TO THE LOSERS GO THE SPOILS
Economist William Baumol has suggested that the rising cost of services is the direct result of the nation’s rising affluence generally. Baumol’s explanation or Baumol’s cost disease, as his explanation has come to be known, is predictably pessimistic: as worker productivity in the manufacture of tangible goods increases, there is a corresponding increase in wages. So far so good. But according to Baumol, the further consequence is that wages in all sectors of the economy, not just manufacturing, will increase. The rise of wages in sectors without productivity gains comes from the need of employers to compete for workers who are holding or might have held jobs that paid higher wages. Left unsaid, of course, is what besides higher wages would prompt, say, a computer programmer to move from a technology startup – notorious for “slave” wages in a company’s early going – to a federal government agency.
In the vernacular, Baumol’s argument is that a “rising tide lifts all boats.” But not necessarily, as hourly wages have grown by only 115% since 1973. Again, this is a far cry from the vertiginous rise in the cost of tuition and healthcare. Worse, these labor-intensive, low productivity sectors are not just riding a vortex of ever-increasing costs but they are also, in the process, dishing out miserable customer service. According to the American Customer Satisfaction Index (ACSI) government services rated a paltry 68 out of 100 with consumers in 2016 for customer satisfaction. Hospitals fared not a whole lot better at 75 out of 100. In school, the former score would earn you a D+ in your report card. The latter, a C grade.

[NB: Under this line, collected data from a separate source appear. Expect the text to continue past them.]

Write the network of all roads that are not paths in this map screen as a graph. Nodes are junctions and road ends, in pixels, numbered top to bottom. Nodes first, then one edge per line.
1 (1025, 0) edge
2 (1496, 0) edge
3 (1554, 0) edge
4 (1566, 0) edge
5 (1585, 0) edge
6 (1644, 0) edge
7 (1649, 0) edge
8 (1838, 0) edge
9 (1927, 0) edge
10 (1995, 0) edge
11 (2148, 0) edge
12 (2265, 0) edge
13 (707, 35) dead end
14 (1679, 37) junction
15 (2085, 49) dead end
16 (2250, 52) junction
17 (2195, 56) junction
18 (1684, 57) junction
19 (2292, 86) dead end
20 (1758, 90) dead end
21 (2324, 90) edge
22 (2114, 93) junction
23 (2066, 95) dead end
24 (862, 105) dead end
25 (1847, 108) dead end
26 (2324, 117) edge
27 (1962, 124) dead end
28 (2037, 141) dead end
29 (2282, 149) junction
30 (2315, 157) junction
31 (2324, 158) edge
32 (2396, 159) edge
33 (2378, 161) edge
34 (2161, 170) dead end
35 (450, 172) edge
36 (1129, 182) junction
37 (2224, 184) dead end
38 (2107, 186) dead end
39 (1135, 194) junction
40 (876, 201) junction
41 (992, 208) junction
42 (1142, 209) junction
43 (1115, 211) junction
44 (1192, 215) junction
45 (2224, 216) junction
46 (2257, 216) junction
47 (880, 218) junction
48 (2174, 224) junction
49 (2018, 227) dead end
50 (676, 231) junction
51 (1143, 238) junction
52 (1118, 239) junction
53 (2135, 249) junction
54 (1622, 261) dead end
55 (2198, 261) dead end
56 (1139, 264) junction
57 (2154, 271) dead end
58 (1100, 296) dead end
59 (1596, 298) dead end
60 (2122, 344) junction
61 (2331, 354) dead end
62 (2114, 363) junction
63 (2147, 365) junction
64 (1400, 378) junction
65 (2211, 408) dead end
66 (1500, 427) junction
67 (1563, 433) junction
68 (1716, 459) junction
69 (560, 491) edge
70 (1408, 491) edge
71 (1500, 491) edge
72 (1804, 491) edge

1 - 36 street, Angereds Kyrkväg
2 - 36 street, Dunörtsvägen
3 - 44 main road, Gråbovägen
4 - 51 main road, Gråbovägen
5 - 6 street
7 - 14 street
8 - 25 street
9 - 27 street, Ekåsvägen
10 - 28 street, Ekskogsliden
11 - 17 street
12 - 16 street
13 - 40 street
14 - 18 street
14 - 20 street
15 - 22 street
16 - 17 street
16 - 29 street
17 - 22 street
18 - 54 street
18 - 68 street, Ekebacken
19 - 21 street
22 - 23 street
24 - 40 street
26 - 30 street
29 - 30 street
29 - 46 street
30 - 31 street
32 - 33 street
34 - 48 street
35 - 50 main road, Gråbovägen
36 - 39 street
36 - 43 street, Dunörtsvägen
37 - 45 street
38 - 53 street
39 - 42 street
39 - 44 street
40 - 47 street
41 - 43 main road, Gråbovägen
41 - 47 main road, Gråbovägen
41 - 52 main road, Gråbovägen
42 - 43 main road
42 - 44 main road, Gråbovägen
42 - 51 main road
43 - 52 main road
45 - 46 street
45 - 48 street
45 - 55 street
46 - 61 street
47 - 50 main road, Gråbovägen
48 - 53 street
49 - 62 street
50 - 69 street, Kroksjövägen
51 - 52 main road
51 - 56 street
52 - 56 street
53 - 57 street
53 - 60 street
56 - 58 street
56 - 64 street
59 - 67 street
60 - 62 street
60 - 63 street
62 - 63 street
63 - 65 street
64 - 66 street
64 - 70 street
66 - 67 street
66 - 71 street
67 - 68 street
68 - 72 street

Approximately 80% of our Gross Domestic Product (GDP) and 80% of our employment base is engaged in services. Most of the sectors which make up the services component of our GDP might create value – as might be the case with healthcare, retail, education, leisure and hospitality, social services, and government programs – but they do not create wealth for the nation. The GDP statistic as a barometer of our nation’s economic health is misplaced: GDP is a measure of the nation’s income not of its wealth. It is no wonder that the service economy of the United States is in the red zone.
INDIVIDUALS ARE LED BY AN INVISIBLE HAND FOR THE GREATER GOOD
Adam Smith’s aphorism cannot be denied despite the protestations of central planning advocates. Many of the lethargic service sectors of the economy are beyond the reach of the free-market: some owe their existence to monopolistic or regulatory protections or are safely ensconced in the government’s purview. Interference in free markets is the best way known to inhibit growth, increase cost, and render slipshod service to paying customers. It is no wonder that history is littered with the failed economic experiments of one central planning regime after another.
Still, there are some that are calling for more government intervention to spur wage growth. The Economic Policy Institute, which has disparagingly referred to our nation as the “Unequal States of America”, has called for a whole panoply of interventions including increasing the minimum wage, making it easier for workers to form unions, creating a path to citizenship for illegal aliens, changing how employers schedule employees for work, having taxpayers foot the bill for childhood education, meddling in monetary policy to achieve full employment, and so on as part of its Twelve Point Plan.
It is doubtful, however, that slow growth, and low productivity can be overcome through additional and more aggressive government intervention. Especially if, as Nobel Laureate economist Milton Friedman says, “…we continue to authorize a “new class” of civil servants to spend ever larger fractions of our incomes supposedly on our behalf. Sooner or later – and perhaps sooner than many of us expect – an ever bigger government would destroy both the prosperity that we owe to the free market and the human freedom proclaimed so eloquently in the Declaration of Independence.”